» EXERCISE GOAL: Among the lines below, copy each one in which "highway" appears.

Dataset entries
————

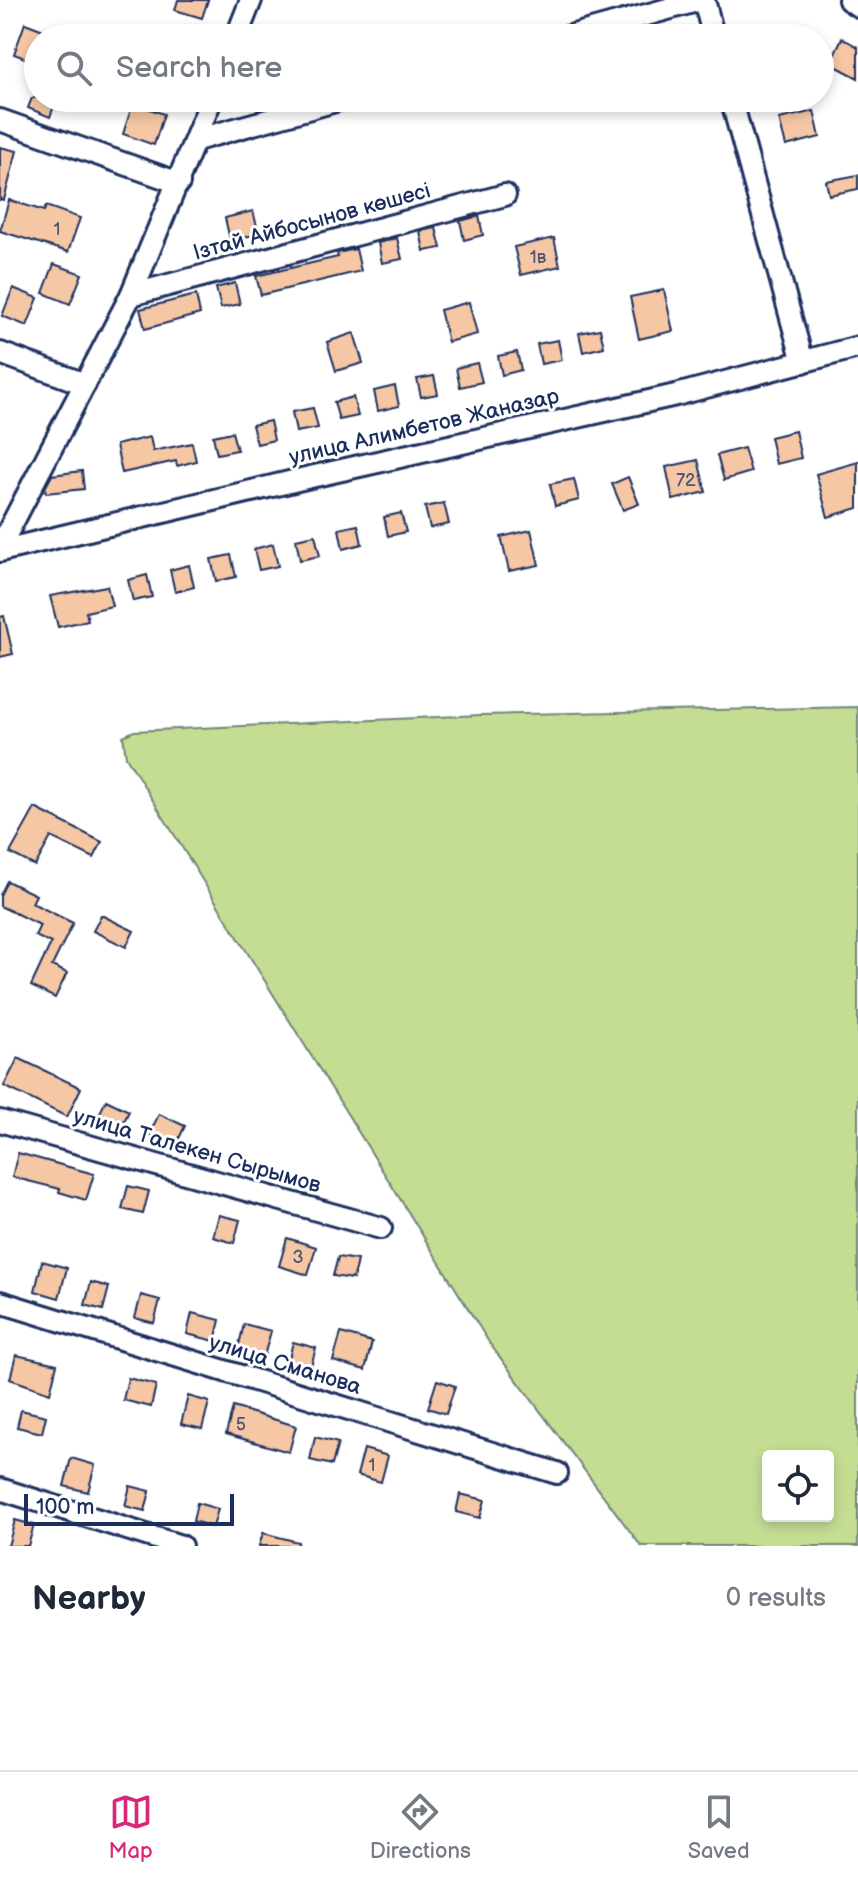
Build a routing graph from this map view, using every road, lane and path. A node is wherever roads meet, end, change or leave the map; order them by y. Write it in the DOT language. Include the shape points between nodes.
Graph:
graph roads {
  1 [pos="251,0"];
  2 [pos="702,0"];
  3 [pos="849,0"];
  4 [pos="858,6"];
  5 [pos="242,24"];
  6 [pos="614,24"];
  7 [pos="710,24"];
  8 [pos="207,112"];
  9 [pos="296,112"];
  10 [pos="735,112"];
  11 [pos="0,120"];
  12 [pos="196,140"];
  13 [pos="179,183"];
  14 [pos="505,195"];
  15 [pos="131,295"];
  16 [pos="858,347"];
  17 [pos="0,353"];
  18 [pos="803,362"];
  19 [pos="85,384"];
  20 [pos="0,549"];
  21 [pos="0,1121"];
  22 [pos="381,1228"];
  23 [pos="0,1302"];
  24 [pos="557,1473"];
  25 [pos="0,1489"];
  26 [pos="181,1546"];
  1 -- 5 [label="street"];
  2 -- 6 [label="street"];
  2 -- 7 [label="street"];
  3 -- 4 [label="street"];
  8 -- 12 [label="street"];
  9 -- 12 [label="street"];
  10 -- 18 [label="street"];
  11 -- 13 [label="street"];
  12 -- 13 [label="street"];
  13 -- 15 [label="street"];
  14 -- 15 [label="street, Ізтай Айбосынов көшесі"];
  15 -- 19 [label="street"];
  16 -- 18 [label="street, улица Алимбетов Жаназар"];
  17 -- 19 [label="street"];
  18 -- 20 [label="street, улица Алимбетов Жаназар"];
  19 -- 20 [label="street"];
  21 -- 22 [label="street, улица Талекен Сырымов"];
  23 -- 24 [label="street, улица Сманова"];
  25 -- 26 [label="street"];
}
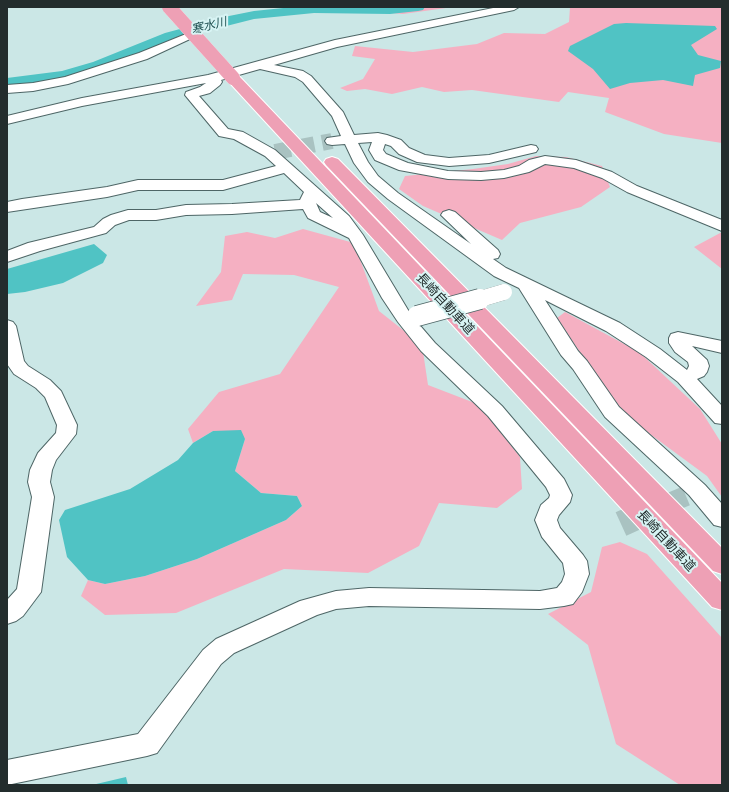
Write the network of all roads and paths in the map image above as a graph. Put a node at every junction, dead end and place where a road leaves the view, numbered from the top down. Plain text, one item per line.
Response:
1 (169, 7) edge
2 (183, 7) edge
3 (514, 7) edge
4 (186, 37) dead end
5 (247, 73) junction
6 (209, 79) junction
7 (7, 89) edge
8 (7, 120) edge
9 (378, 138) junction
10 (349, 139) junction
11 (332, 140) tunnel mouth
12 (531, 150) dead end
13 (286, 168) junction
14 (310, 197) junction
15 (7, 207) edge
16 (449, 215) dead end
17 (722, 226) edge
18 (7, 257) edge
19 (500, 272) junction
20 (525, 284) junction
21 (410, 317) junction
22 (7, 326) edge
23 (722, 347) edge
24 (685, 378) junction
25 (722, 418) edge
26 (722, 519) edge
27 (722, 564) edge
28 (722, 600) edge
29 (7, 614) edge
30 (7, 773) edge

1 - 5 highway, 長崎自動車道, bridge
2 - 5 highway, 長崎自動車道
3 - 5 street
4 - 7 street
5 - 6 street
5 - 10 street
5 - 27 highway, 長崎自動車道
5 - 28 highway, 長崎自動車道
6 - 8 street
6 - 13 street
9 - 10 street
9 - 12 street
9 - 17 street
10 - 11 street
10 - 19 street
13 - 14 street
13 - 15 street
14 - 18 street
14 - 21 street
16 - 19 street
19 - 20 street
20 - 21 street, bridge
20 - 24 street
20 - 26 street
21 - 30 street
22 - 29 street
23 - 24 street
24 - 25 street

————

» WRITTEN RESPONSE:
1 - 5 highway, 長崎自動車道, bridge
2 - 5 highway, 長崎自動車道
5 - 27 highway, 長崎自動車道
5 - 28 highway, 長崎自動車道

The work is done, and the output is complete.